[[ GIVEN DATA, beginning ]]

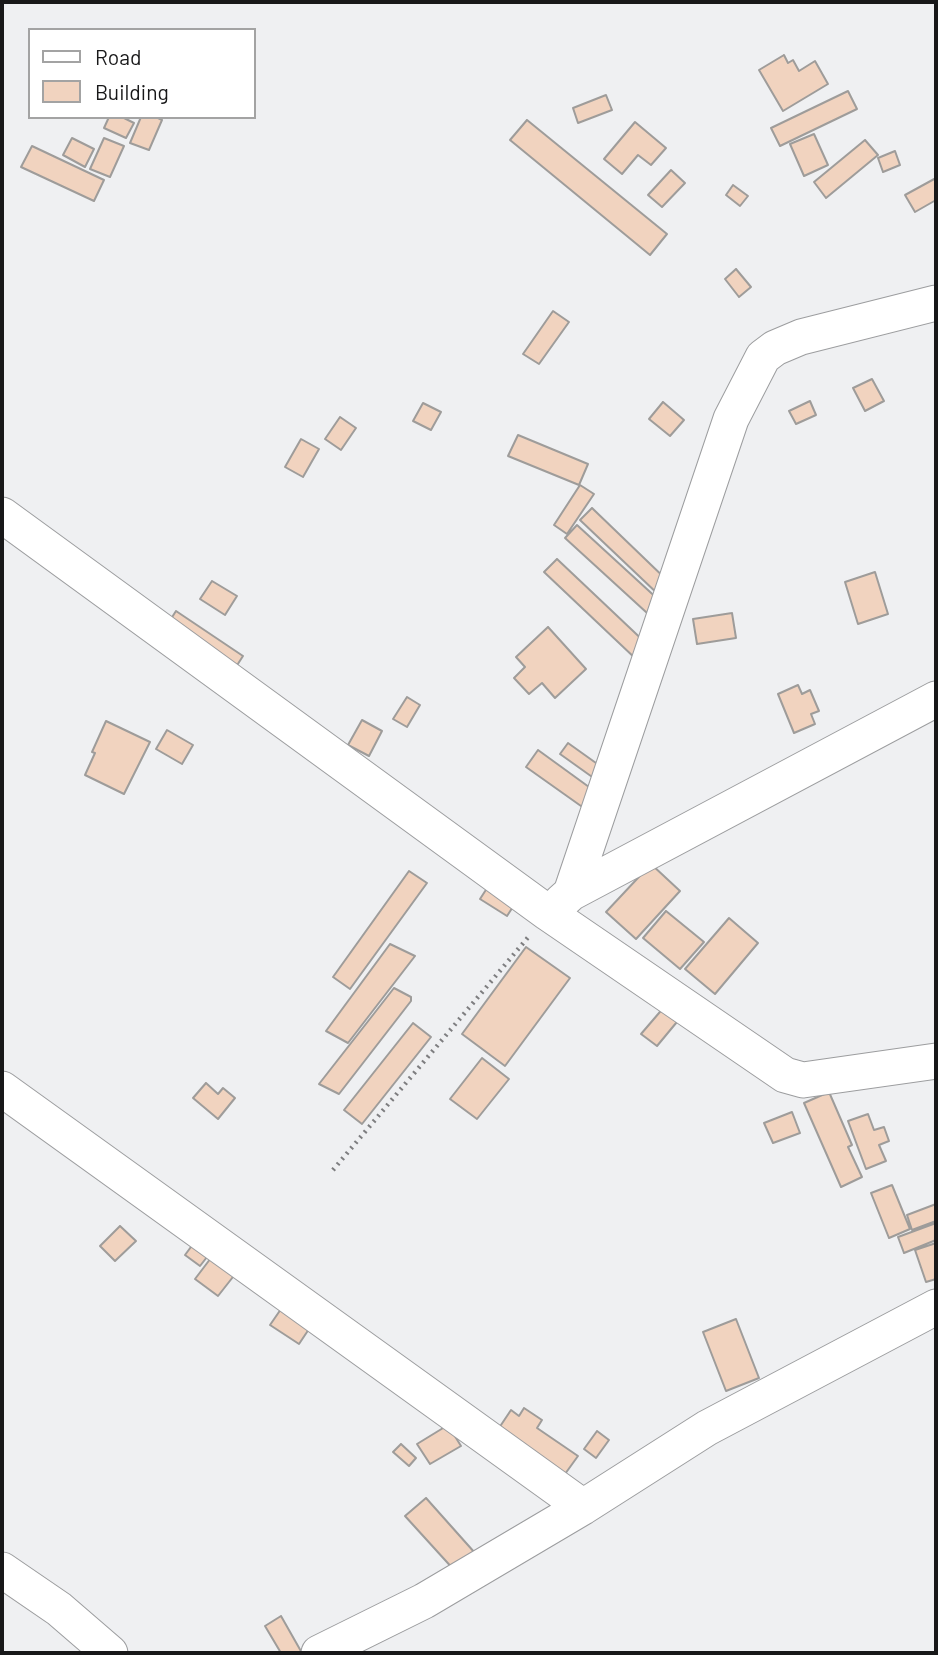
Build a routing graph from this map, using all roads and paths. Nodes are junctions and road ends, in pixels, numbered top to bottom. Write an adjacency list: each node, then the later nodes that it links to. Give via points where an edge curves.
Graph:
1 (936, 303): 4 (street, via 801,337 763,357 731,419)
2 (2, 515): 4 (street)
3 (936, 699): 4 (street)
4 (559, 903): 5 (street, via 785,1075 803,1080); 7 (path)
5 (936, 1061)
6 (2, 1089): 9 (street)
7 (333, 1170)
8 (936, 1307): 9 (street, via 707,1428)
9 (583, 1507): 12 (street, via 424,1601)
10 (2, 1570): 11 (street, via 59,1609)
11 (110, 1653)
12 (319, 1653)

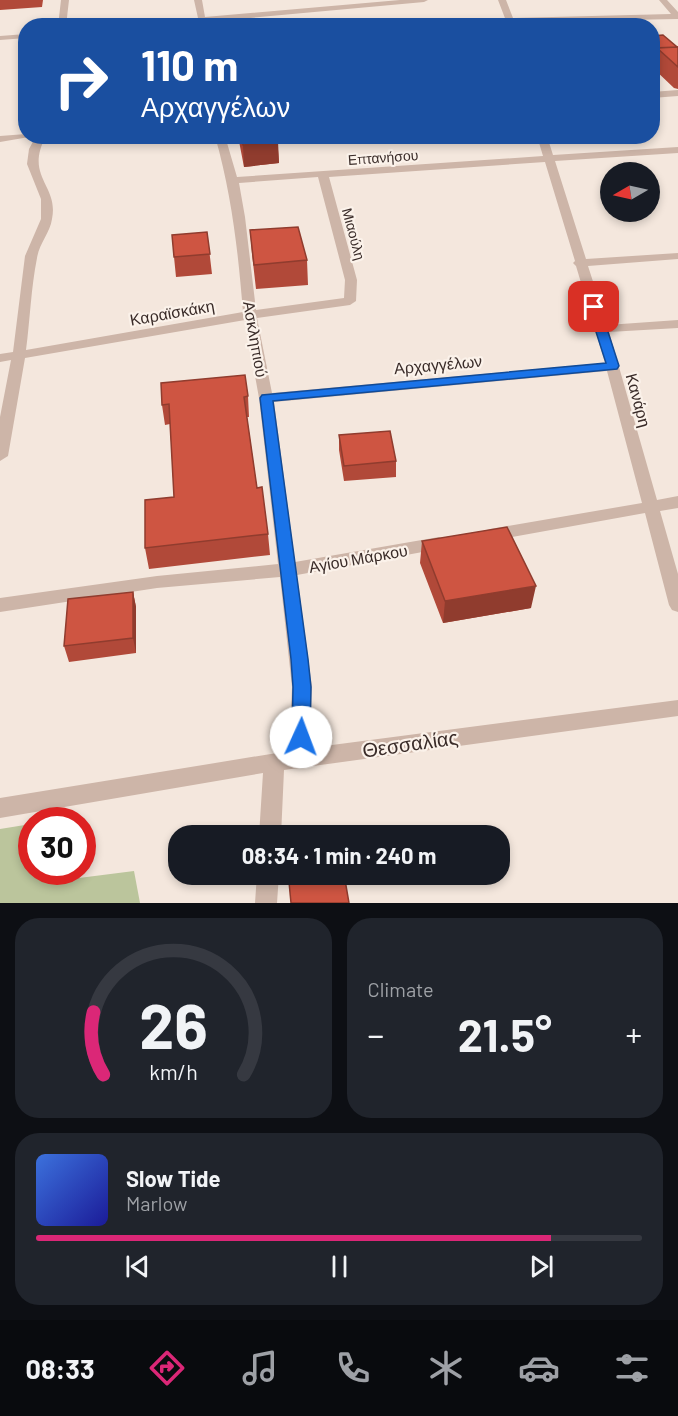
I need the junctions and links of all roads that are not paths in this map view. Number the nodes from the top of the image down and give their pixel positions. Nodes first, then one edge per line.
1 (65, 0) edge
2 (198, 0) edge
3 (345, 0) edge
4 (424, 0) edge
5 (502, 0) edge
6 (678, 0) edge
7 (401, 1) edge
8 (664, 1) edge
9 (349, 8) junction
10 (677, 16) edge
11 (63, 18) edge
12 (202, 18) edge
13 (252, 18) edge
14 (509, 18) edge
15 (630, 18) edge
16 (18, 37) edge
17 (0, 38) edge
18 (678, 93) edge
19 (660, 94) edge
20 (18, 137) edge
21 (0, 139) edge
22 (36, 144) edge
23 (222, 144) edge
24 (544, 144) edge
25 (678, 150) edge
26 (548, 158) junction
27 (323, 175) junction
28 (233, 180) junction
29 (678, 256) edge
30 (579, 263) junction
31 (350, 301) joint
32 (250, 315) junction
33 (678, 324) edge
34 (601, 329) junction
35 (19, 354) junction
36 (0, 357) edge
37 (613, 366) junction
38 (266, 398) junction
39 (0, 456) edge
40 (678, 502) edge
41 (650, 507) junction
42 (475, 537) edge
43 (451, 541) edge
44 (287, 570) junction
45 (678, 604) edge
46 (0, 605) edge
47 (678, 708) edge
48 (299, 758) junction
49 (274, 762) junction
50 (0, 808) edge
51 (271, 825) edge
52 (268, 885) edge
53 (267, 903) edge

1 - 11 street
2 - 12 street
3 - 9 street
4 - 7 street
5 - 14 street
6 - 8 street
7 - 9 street
8 - 10 street
9 - 13 street
10 - 15 street
16 - 17 street
18 - 19 street
20 - 21 street
22 - 35 street
23 - 28 street, Ασκληπιού
24 - 26 street, Κανάρη
25 - 26 street, Επτανήσου
26 - 27 street, Επτανήσου
26 - 30 street, Κανάρη
27 - 28 street, Επτανήσου
27 - 31 street, Μιαούλη
28 - 32 street, Ασκληπιού
29 - 30 street
30 - 34 street, Κανάρη
31 - 32 street, Καραϊσκάκη
32 - 35 street, Καραϊσκάκη
32 - 38 street, Ασκληπιού
33 - 34 street
34 - 37 street, Κανάρη
35 - 36 street, Καραϊσκάκη
35 - 39 street
37 - 38 street, Αρχαγγέλων
37 - 41 street, Κανάρη
38 - 44 street, Ασκληπιού
40 - 41 street
41 - 42 street
41 - 45 street, Κανάρη
43 - 44 street, Αγίου Μάρκου
44 - 46 street, Αγίου Μάρκου
44 - 48 street, Ασκληπιού
47 - 48 street, Θεσσαλίας
48 - 49 street, Θεσσαλίας
49 - 50 street, Θεσσαλίας
49 - 51 street
52 - 53 street

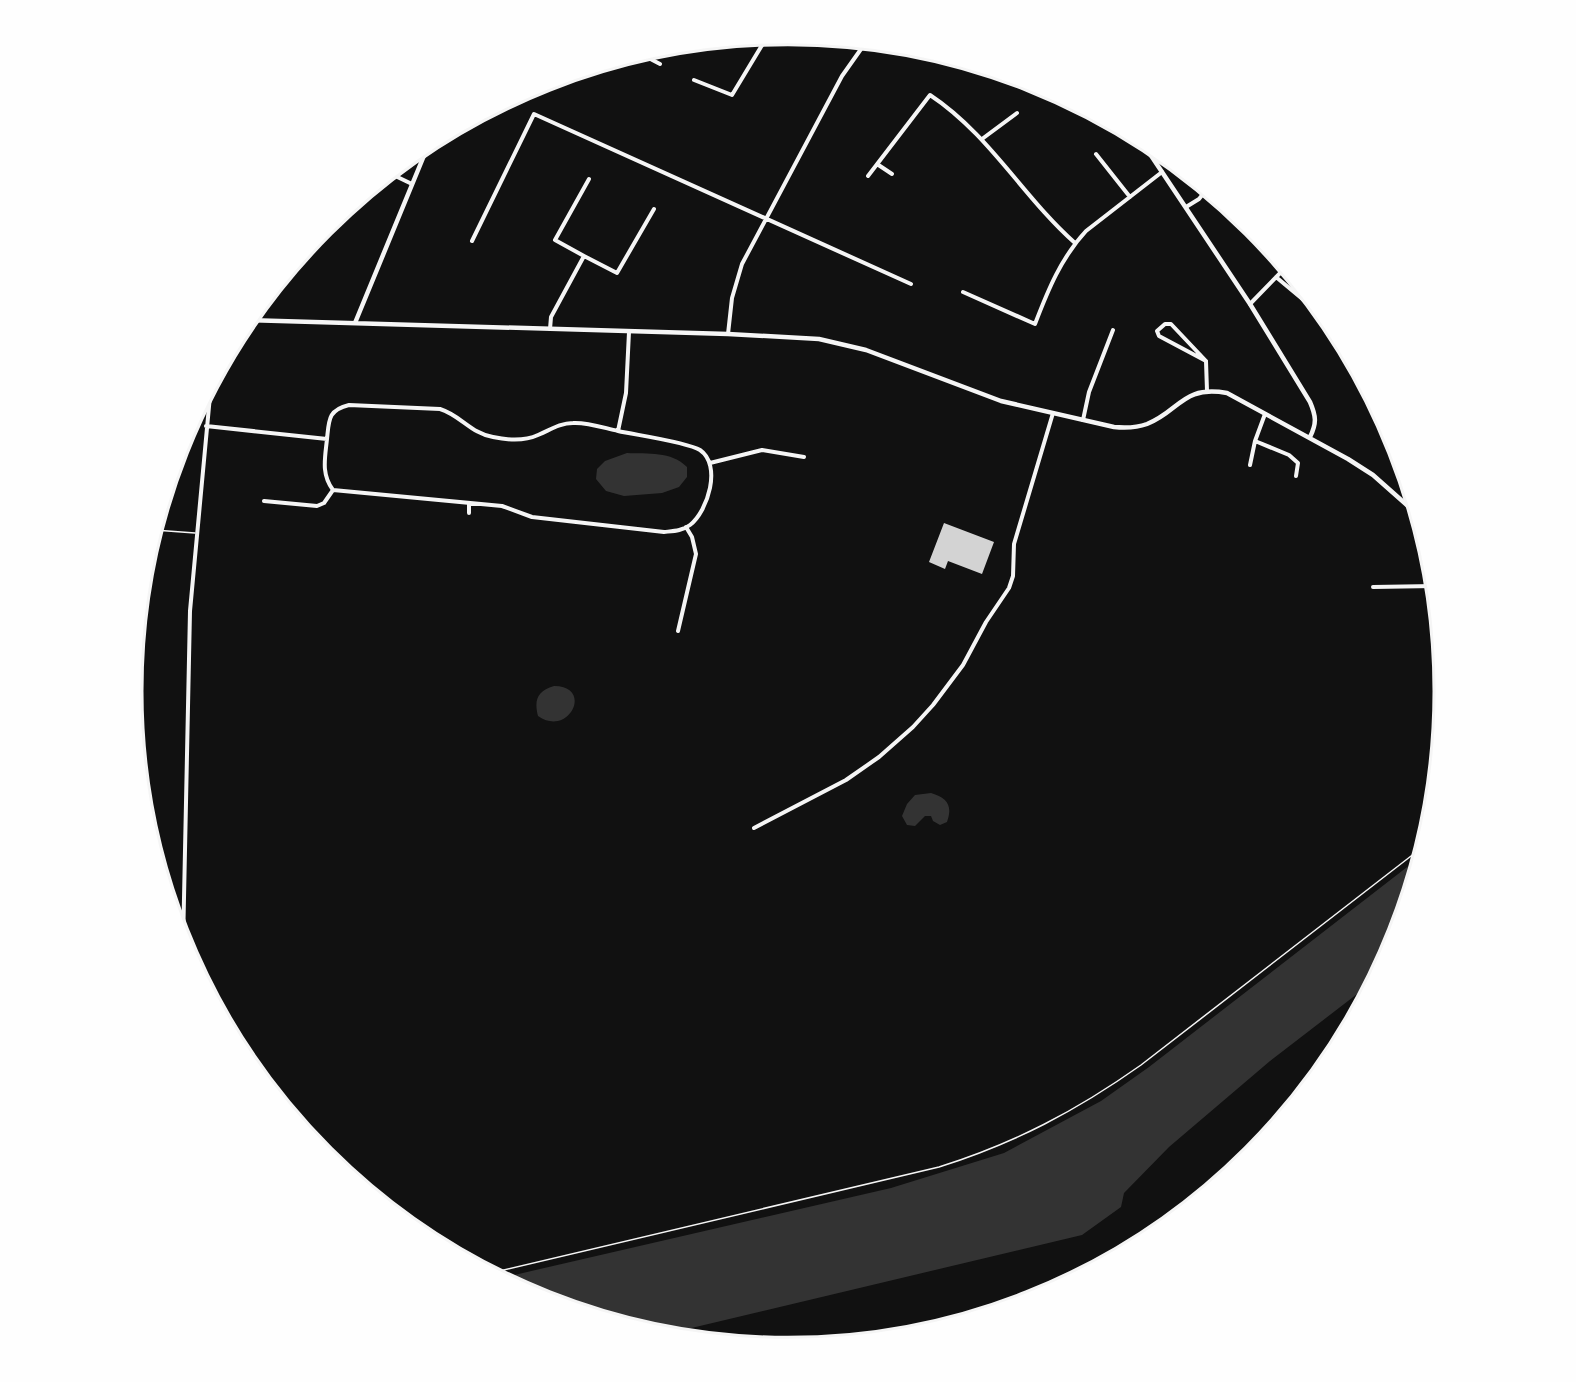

[[ GIVEN DATA, end ]]

TRY IT =>
Could you reproduce the entries verbatim, leaving out all pictures?

FINISHED EXERCISE =>
Build a routing graph from this map, using all roads and paths. Nodes are junctions and road ends, in pixels, numbered top to bottom. Write an adjacency list: each node, then the later nodes that it links to. Give via points where an edge curves.
Graph:
1 (936, 303): 4 (street, via 801,337 763,357 731,419)
2 (2, 515): 4 (street)
3 (936, 699): 4 (street)
4 (559, 903): 5 (street, via 785,1075 803,1080); 7 (path)
5 (936, 1061)
6 (2, 1089): 9 (street)
7 (333, 1170)
8 (936, 1307): 9 (street, via 707,1428)
9 (583, 1507): 12 (street, via 424,1601)
10 (2, 1570): 11 (street, via 59,1609)
11 (110, 1653)
12 (319, 1653)

I need the junctions and links of all roads that are not paths in this map view. Number the nodes from the top of the image down and give their pixel positions. Nodes first, then one edge per line.
1 (65, 0) edge
2 (198, 0) edge
3 (345, 0) edge
4 (424, 0) edge
5 (502, 0) edge
6 (678, 0) edge
7 (401, 1) edge
8 (664, 1) edge
9 (349, 8) junction
10 (677, 16) edge
11 (63, 18) edge
12 (202, 18) edge
13 (252, 18) edge
14 (509, 18) edge
15 (630, 18) edge
16 (18, 37) edge
17 (0, 38) edge
18 (678, 93) edge
19 (660, 94) edge
20 (18, 137) edge
21 (0, 139) edge
22 (36, 144) edge
23 (222, 144) edge
24 (544, 144) edge
25 (678, 150) edge
26 (548, 158) junction
27 (323, 175) junction
28 (233, 180) junction
29 (678, 256) edge
30 (579, 263) junction
31 (350, 301) joint
32 (250, 315) junction
33 (678, 324) edge
34 (601, 329) junction
35 (19, 354) junction
36 (0, 357) edge
37 (613, 366) junction
38 (266, 398) junction
39 (0, 456) edge
40 (678, 502) edge
41 (650, 507) junction
42 (475, 537) edge
43 (451, 541) edge
44 (287, 570) junction
45 (678, 604) edge
46 (0, 605) edge
47 (678, 708) edge
48 (299, 758) junction
49 (274, 762) junction
50 (0, 808) edge
51 (271, 825) edge
52 (268, 885) edge
53 (267, 903) edge

1 - 11 street
2 - 12 street
3 - 9 street
4 - 7 street
5 - 14 street
6 - 8 street
7 - 9 street
8 - 10 street
9 - 13 street
10 - 15 street
16 - 17 street
18 - 19 street
20 - 21 street
22 - 35 street
23 - 28 street, Ασκληπιού
24 - 26 street, Κανάρη
25 - 26 street, Επτανήσου
26 - 27 street, Επτανήσου
26 - 30 street, Κανάρη
27 - 28 street, Επτανήσου
27 - 31 street, Μιαούλη
28 - 32 street, Ασκληπιού
29 - 30 street
30 - 34 street, Κανάρη
31 - 32 street, Καραϊσκάκη
32 - 35 street, Καραϊσκάκη
32 - 38 street, Ασκληπιού
33 - 34 street
34 - 37 street, Κανάρη
35 - 36 street, Καραϊσκάκη
35 - 39 street
37 - 38 street, Αρχαγγέλων
37 - 41 street, Κανάρη
38 - 44 street, Ασκληπιού
40 - 41 street
41 - 42 street
41 - 45 street, Κανάρη
43 - 44 street, Αγίου Μάρκου
44 - 46 street, Αγίου Μάρκου
44 - 48 street, Ασκληπιού
47 - 48 street, Θεσσαλίας
48 - 49 street, Θεσσαλίας
49 - 50 street, Θεσσαλίας
49 - 51 street
52 - 53 street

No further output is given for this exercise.